Fri Jan 17 17:40:38 UTC 2014

On Thu, 16 Jan 2014 13:27:00 -0500
"Michael T. Dean" <mtdean at thirdcontact.com> wrote:
> On 01/16/2014 11:32 AM, Mike Thomas wrote:
> > What I have noticed is mysqld almost always seems to be the process
> > doing the most I/O at the moment of the stall, but is rarely doing
> > any I/O at other times. It is almost as if mysqld is batching
> > updates to its tables and logs.
> 
> Sounds like you're storing your MySQL data on a file system with 
> barriers enabled, so mysqld writes data to disk and the file system 
> barriers cause it to block until all data is physically written to
> disk platters (not just to disk cache)--which takes a long time.
> During this time, MythTV (and everything else) is unable to access
> required data in MySQL.
> 
> The proper fix is /not/ just disabling barriers, instead making it so 
> that data can be written safely--using barriers--fast enough to
> prevent impacts to system services.  There are many things you can do
> to fix this, each with its own advantages/disadvantages (and costs),
> but before going there, I'd recommend just remounting your
> MySQL-data-containing file system with barriers disabled to see if
> this is, in fact, the problem you need to fix.  If so, then come back
> to find the best fix for you.

Dear Chaps,

A little debugging has revealed the cause of the problem.
Unfortunately it stems from the design of the application itself.

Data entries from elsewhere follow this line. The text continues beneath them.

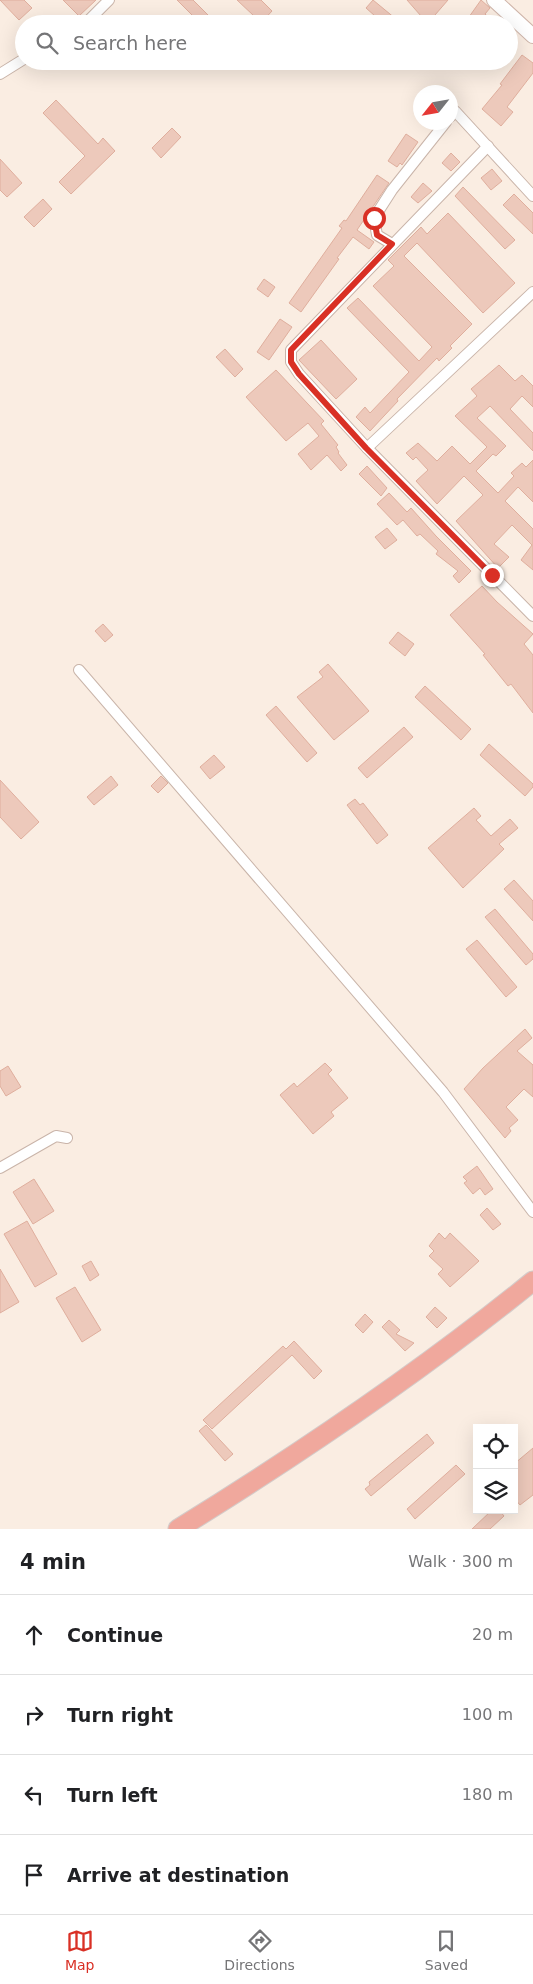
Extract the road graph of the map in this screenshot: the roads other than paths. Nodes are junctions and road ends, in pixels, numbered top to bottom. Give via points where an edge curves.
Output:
1 (109, 0) edge
2 (494, 0) edge
3 (94, 15) edge
4 (511, 15) edge
5 (518, 21) edge
6 (532, 33) edge
7 (15, 65) edge
8 (0, 74) edge
9 (458, 114) edge
10 (440, 130) edge
11 (488, 146) junction
12 (533, 196) edge
13 (392, 244) junction
14 (533, 292) edge
15 (366, 448) junction
16 (533, 616) edge
17 (79, 670) dead end
18 (67, 1138) dead end
19 (0, 1168) edge
20 (533, 1212) edge
21 (533, 1281) edge
22 (178, 1529) edge

1 - 3 street
2 - 4 street
5 - 6 street
7 - 8 street
9 - 11 street
10 - 13 street via 374,218 377,235
11 - 12 street
11 - 13 street
13 - 15 street via 291,350 291,362 299,374
14 - 15 street
15 - 16 street
17 - 20 street via 444,1092
18 - 19 street via 56,1136
21 - 22 highway via 396,1386

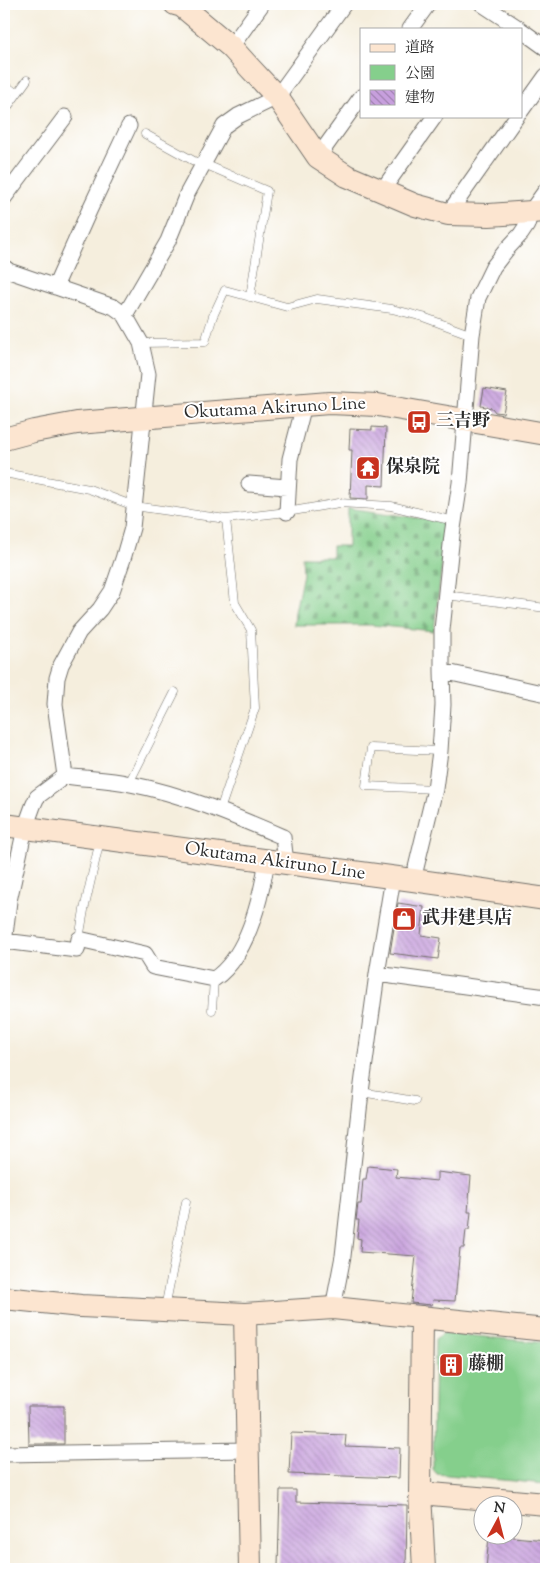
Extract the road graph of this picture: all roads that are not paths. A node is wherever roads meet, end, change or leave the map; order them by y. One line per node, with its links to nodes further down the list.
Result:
1 (262, 4): 10 (street)
2 (344, 4): 16 (street)
3 (428, 4): 7 (street)
4 (482, 4): 6 (street)
5 (180, 5): 10 (street)
6 (501, 24): 8 (street)
7 (411, 28)
8 (516, 28)
9 (522, 30): 11 (street)
10 (231, 47): 16 (street)
11 (546, 48)
12 (546, 76): 18 (street)
13 (27, 80): 15 (lane)
14 (4, 84): 15 (lane)
15 (17, 94): 19 (lane)
16 (277, 97): 25 (street); 26 (street)
17 (360, 98): 25 (street)
18 (522, 110)
19 (4, 112)
20 (65, 117): 29 (street)
21 (434, 118): 28 (street)
22 (516, 118): 31 (street)
23 (129, 126): 33 (street)
24 (145, 134): 26 (lane)
25 (318, 157): 28 (street)
26 (203, 166): 34 (lane); 35 (street)
27 (546, 190): 30 (street)
28 (381, 192): 31 (street)
29 (4, 198)
30 (539, 211): 31 (street); 36 (street)
31 (448, 214)
32 (4, 267): 33 (street)
33 (55, 287): 35 (street)
34 (250, 298): 36 (lane); 37 (lane)
35 (125, 315): 37 (street)
36 (472, 335): 40 (street)
37 (141, 343): 39 (street)
38 (304, 405): 39 (street, Okutama Akiruno Line); 40 (street, Okutama Akiruno Line); 45 (street)
39 (144, 416): 42 (street, Okutama Akiruno Line); 46 (street)
40 (465, 419): 41 (street, Okutama Akiruno Line); 49 (street)
41 (546, 434)
42 (4, 439)
43 (4, 473): 46 (lane)
44 (249, 484): 45 (street)
45 (287, 487): 47 (street)
46 (134, 506): 48 (lane); 56 (street)
47 (287, 512): 48 (lane); 49 (lane)
48 (226, 519): 59 (lane)
49 (454, 521): 50 (street)
50 (446, 595): 51 (lane); 52 (street)
51 (546, 608)
52 (442, 671): 54 (street); 55 (street)
53 (175, 692): 57 (lane)
54 (542, 693)
55 (440, 751): 58 (street); 58 (lane)
56 (65, 776): 57 (street); 60 (street)
57 (129, 784): 59 (street)
58 (435, 788): 63 (street)
59 (220, 810): 62 (street)
60 (15, 826): 61 (street, Okutama Akiruno Line); 66 (street)
61 (101, 838): 62 (street, Okutama Akiruno Line); 65 (lane)
62 (276, 861): 63 (street, Okutama Akiruno Line); 68 (street)
63 (403, 879): 64 (street, Okutama Akiruno Line); 67 (street)
64 (546, 899)
65 (79, 939): 66 (street); 68 (street)
66 (4, 942)
67 (377, 974): 69 (street); 71 (street)
68 (214, 979): 70 (lane)
69 (546, 997)
70 (212, 1010)
71 (361, 1092): 72 (lane); 75 (street)
72 (415, 1101)
73 (186, 1202): 76 (lane)
74 (4, 1298): 76 (street)
75 (333, 1308): 77 (street); 78 (street)
76 (165, 1310): 77 (street)
77 (245, 1314): 80 (street)
78 (422, 1317): 79 (street); 82 (street)
79 (546, 1330)
80 (248, 1450): 81 (street); 84 (street)
81 (4, 1454)
82 (420, 1492): 83 (street); 85 (street)
83 (546, 1504)
84 (250, 1569)
85 (424, 1569)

The stalls occur whenever the backend issues a batch of inserts into
the recordedseek table. The table is a MyISAM table, with a primary
index covering most of the columns and a data file for the remaining
column. The table is stored on a journaling filesystem (ext4).

I suggest that each insert into the table will:

- update the .MYD file and its inode
- update the .MYI file and its inode
- update the ext4 journal
- update the binlog and its inode
- update the ext4 journal again

at a minimum and these updates will be flushed to disk before the
SQL client library returns to the application. Issuing 15-20 of these in
a short batch every 10 seconds must result in at least 60 sequential
physical writes to disk. On a 7200rpm disk this takes 0.5 seconds.
As the files grow and become more physically separated this number will
increase.

There are a number of ways to address the impact of this process:

- Mount the filesystem without write barriers. This allows the hard
  disk's write cache more flexibility to cache writes. Unfortunately
  this comes at a cost: writes may be coalesced and blocks get written
  to the platters in an unpredictable order. This means that attempts
  to recover after a power failure are doomed. Even if you can make
  your filesystem and database work, the data may be only partially
  updated. This is what Mike Dean referred to above.

- Put the data on a non-journaled filesystem, such as ext2.
  Unfortunately, because these filesystems do not support barriers, the
  effect is the same as above. Ext2 does not use extents either, so the
  use of double- and triple-indirect blocks will eat away some of the
  gains as the files grow and separate.

- Put the database on a solid-state disk or use a RAID array with a
  battery-backed controller. This is very expensive.

- Call ProgramInfo::SavePositionMap() and
  ProgramInfo::SavePositionMapDelta() more frequently with smaller
  batches. This will help to spread the impact, but will not actually
  address the problem.

- Use a multi-valued insert statement. This will reduce the impact of a
  batch to almost that of a single insert.

- Use an InnoDB table and perform multi-valued inserts or single
  inserts inside a transaction. This will produce the greatest
  improvement because there will be a single write to the innodb log
  and delayed updates to InnoDB's other files. ext4's journal will not
  be updated unless filesystem data journaling is used as well.

  InnoDB uses clustered indices which will change insert and read
  performance. Insertions should be faster when multiple channels are
  recording because there won't be a single hot-spot as there is now.
  Selects should be nippier too because rows will be spread over
  fewer blocks.

I can't see how any of the following will make a tangible difference:

- Tuning the filesystem or using an 'improved' filesystem
- Using different I/O schedulers
- Tuning MySQL

because the problem stems from mythbackend instructing MySQL and
the filesystem to update the database files and wait for them to land
on the platters on each insert statement. IOW the use of single inserts
with autocommit/non-transactional tables mandates all this flushing and
waiting. What is required here is group commit, something which is
properly done by turning off autocommit for the client session and using
transactional tables. It is also possible to achieve this with a
multi-valued insert statement on a MyISAM table.

Comments, anyone?

Regards,

Mike.